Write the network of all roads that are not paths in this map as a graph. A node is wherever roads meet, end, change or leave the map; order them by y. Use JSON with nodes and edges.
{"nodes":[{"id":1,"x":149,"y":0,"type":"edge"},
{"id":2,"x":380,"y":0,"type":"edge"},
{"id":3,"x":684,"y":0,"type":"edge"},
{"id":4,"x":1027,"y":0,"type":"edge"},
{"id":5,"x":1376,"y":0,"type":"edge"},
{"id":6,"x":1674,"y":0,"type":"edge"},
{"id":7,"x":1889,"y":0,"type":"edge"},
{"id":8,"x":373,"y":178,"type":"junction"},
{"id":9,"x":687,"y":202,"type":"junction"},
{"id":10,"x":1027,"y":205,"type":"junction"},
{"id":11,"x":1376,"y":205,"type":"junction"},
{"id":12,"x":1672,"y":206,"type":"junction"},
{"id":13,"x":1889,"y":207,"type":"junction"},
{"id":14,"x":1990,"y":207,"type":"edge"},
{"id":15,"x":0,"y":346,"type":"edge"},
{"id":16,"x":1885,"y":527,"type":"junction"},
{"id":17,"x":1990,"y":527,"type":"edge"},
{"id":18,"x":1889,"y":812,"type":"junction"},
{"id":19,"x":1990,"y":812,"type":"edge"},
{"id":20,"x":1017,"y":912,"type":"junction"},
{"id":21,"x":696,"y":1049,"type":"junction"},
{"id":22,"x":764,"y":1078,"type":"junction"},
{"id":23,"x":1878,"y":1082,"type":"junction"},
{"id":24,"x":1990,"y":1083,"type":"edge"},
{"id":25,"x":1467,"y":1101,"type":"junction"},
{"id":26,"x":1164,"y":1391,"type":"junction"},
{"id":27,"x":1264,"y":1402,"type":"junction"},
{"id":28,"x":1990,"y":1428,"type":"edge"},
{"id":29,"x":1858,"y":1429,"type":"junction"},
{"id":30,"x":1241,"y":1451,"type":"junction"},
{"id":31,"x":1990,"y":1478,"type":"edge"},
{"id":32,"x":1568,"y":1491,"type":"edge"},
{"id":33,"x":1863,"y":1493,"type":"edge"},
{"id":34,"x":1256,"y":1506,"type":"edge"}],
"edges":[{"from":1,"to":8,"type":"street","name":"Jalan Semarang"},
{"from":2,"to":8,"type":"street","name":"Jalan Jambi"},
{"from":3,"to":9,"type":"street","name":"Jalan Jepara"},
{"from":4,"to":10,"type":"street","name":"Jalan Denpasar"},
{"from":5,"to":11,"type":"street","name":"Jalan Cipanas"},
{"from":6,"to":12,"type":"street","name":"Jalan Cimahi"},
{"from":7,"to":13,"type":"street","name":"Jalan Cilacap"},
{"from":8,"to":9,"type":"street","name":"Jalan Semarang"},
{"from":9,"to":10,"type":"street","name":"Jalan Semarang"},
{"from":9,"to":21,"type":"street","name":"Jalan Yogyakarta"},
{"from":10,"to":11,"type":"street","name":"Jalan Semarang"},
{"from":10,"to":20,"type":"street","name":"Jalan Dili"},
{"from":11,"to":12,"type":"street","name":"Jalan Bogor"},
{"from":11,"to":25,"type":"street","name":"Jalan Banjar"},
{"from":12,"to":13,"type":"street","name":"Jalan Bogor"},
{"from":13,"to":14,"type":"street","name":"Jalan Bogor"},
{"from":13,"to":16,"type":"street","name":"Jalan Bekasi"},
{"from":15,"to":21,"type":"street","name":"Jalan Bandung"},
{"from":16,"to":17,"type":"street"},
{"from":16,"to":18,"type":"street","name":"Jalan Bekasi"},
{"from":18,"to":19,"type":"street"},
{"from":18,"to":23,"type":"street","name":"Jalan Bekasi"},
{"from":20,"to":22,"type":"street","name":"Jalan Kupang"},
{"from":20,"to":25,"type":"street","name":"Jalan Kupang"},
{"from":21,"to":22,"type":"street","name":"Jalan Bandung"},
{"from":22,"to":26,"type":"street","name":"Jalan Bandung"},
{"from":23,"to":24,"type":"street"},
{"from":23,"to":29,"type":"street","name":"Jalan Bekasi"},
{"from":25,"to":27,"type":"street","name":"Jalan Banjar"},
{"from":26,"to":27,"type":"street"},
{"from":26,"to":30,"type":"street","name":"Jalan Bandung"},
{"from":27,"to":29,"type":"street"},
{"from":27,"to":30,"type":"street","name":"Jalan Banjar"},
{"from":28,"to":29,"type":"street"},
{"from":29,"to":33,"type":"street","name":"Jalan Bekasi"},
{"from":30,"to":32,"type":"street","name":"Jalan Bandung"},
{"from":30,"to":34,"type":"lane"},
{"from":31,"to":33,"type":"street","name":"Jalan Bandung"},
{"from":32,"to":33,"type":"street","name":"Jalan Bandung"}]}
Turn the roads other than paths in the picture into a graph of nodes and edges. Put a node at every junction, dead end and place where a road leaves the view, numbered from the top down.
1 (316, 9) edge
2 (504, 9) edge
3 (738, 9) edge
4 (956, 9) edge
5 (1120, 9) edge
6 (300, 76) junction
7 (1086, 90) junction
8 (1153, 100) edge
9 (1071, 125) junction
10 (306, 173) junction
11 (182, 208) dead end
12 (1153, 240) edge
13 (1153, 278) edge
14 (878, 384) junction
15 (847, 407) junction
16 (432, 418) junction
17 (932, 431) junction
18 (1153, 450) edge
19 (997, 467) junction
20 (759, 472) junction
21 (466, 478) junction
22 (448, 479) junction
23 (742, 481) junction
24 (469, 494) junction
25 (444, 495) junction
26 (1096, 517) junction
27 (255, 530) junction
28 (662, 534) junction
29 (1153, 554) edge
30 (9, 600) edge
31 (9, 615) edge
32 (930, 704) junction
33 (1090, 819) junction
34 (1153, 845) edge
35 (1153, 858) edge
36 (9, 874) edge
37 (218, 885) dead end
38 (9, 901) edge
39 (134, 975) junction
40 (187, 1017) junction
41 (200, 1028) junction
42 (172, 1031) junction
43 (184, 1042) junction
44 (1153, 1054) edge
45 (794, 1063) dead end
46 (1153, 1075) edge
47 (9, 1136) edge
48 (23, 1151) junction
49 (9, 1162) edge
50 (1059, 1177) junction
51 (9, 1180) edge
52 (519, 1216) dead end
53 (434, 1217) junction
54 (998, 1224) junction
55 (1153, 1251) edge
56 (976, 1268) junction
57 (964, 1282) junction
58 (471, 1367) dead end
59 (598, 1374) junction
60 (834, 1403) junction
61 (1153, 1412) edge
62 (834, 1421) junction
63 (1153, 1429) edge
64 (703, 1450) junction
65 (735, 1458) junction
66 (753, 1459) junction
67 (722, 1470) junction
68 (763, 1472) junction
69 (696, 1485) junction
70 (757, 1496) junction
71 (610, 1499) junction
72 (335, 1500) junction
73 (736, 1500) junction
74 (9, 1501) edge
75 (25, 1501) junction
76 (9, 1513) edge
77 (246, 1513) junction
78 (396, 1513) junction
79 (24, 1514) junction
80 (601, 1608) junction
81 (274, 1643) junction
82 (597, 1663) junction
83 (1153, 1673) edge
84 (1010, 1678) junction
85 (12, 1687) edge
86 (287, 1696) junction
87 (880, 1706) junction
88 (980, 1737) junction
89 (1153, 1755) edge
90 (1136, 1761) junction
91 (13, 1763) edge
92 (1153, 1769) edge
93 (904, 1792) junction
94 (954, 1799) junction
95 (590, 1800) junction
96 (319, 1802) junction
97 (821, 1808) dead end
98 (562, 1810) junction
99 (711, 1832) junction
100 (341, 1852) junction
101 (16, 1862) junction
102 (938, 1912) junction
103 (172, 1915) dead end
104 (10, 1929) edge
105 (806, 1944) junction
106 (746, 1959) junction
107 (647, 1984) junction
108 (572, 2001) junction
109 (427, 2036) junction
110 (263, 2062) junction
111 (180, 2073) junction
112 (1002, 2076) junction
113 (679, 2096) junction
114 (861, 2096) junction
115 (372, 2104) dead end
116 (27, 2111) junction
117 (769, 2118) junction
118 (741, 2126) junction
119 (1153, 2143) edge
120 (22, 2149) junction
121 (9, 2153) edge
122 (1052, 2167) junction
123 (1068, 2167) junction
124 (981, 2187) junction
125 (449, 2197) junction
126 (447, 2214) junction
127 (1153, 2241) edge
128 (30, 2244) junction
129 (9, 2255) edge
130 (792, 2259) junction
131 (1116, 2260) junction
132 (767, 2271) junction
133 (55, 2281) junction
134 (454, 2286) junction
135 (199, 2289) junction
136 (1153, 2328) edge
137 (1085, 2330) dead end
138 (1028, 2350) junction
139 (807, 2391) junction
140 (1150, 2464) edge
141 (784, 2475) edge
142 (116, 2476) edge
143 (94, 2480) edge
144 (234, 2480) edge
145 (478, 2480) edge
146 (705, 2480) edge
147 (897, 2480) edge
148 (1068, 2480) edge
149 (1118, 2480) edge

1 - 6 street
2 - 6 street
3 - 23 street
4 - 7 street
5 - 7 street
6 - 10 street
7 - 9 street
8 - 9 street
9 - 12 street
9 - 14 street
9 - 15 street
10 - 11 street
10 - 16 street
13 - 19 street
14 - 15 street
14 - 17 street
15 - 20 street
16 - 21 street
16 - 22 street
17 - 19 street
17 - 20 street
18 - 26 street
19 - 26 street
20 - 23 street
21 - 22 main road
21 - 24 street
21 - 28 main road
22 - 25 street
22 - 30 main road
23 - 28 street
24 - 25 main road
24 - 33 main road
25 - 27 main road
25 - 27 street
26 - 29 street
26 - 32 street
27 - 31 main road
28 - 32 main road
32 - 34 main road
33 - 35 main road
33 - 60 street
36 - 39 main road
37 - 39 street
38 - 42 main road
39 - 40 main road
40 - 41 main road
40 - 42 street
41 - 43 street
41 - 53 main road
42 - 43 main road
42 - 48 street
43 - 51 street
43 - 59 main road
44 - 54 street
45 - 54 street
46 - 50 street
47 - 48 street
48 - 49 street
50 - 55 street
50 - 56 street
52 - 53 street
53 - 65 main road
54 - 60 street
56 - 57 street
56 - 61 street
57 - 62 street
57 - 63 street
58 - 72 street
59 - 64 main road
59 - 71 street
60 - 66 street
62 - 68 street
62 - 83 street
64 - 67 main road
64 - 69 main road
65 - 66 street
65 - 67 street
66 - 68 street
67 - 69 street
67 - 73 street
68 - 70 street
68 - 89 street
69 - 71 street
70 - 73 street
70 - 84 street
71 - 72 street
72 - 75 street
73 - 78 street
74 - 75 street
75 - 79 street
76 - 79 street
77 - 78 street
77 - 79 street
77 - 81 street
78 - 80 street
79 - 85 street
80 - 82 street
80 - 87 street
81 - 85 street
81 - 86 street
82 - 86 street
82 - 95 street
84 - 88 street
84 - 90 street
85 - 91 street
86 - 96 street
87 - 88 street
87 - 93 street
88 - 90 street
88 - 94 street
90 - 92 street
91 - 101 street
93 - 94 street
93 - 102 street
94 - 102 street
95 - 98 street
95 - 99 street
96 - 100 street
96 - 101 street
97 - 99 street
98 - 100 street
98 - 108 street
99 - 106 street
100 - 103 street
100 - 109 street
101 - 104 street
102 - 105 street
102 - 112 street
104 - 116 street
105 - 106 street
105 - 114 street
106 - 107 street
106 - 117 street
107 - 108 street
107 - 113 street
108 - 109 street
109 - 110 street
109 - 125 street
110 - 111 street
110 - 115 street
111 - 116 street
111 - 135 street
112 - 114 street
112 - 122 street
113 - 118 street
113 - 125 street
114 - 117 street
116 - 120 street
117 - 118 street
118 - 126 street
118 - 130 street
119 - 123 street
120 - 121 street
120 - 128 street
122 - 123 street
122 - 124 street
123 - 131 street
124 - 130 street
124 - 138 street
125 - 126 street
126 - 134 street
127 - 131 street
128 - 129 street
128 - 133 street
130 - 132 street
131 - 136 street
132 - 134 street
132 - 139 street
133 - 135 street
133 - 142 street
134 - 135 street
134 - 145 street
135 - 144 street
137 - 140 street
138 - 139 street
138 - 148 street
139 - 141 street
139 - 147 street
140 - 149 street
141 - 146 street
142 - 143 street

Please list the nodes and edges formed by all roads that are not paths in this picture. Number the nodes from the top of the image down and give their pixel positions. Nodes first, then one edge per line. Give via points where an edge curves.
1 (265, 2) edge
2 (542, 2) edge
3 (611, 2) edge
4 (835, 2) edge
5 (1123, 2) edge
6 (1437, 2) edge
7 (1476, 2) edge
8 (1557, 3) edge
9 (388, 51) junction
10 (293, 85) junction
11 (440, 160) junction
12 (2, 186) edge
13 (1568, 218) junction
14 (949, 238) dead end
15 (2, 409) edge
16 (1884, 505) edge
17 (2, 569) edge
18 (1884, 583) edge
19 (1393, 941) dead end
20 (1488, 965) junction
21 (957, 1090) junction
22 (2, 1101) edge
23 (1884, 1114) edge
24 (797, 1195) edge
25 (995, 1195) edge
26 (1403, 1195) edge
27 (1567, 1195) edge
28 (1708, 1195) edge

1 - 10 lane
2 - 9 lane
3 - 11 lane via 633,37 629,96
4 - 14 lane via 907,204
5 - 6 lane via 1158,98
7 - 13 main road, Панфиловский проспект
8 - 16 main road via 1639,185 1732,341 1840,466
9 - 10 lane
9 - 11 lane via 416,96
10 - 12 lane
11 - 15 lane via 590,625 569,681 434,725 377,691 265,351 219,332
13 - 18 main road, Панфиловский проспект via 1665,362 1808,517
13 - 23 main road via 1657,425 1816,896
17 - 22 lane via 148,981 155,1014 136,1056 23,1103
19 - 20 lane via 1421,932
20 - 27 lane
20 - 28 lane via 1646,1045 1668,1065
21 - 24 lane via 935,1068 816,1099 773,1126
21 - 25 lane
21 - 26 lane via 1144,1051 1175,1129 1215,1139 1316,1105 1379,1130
- - - - -
▶ EXERCISE PROMPT
Pull out each line of the listing that holds the string "this".

▶ YOUR RESPONSE
Write the network of all roads that are not paths in this map as a graph. A node is wherever roads meet, end, change or leave the map; order them by y. Use JSON with nodes and edges.
Please list the nodes and edges formed by all roads that are not paths in this picture. Number the nodes from the top of the image down and give their pixel positions. Nodes first, then one edge per line. Give via points where an edge curves.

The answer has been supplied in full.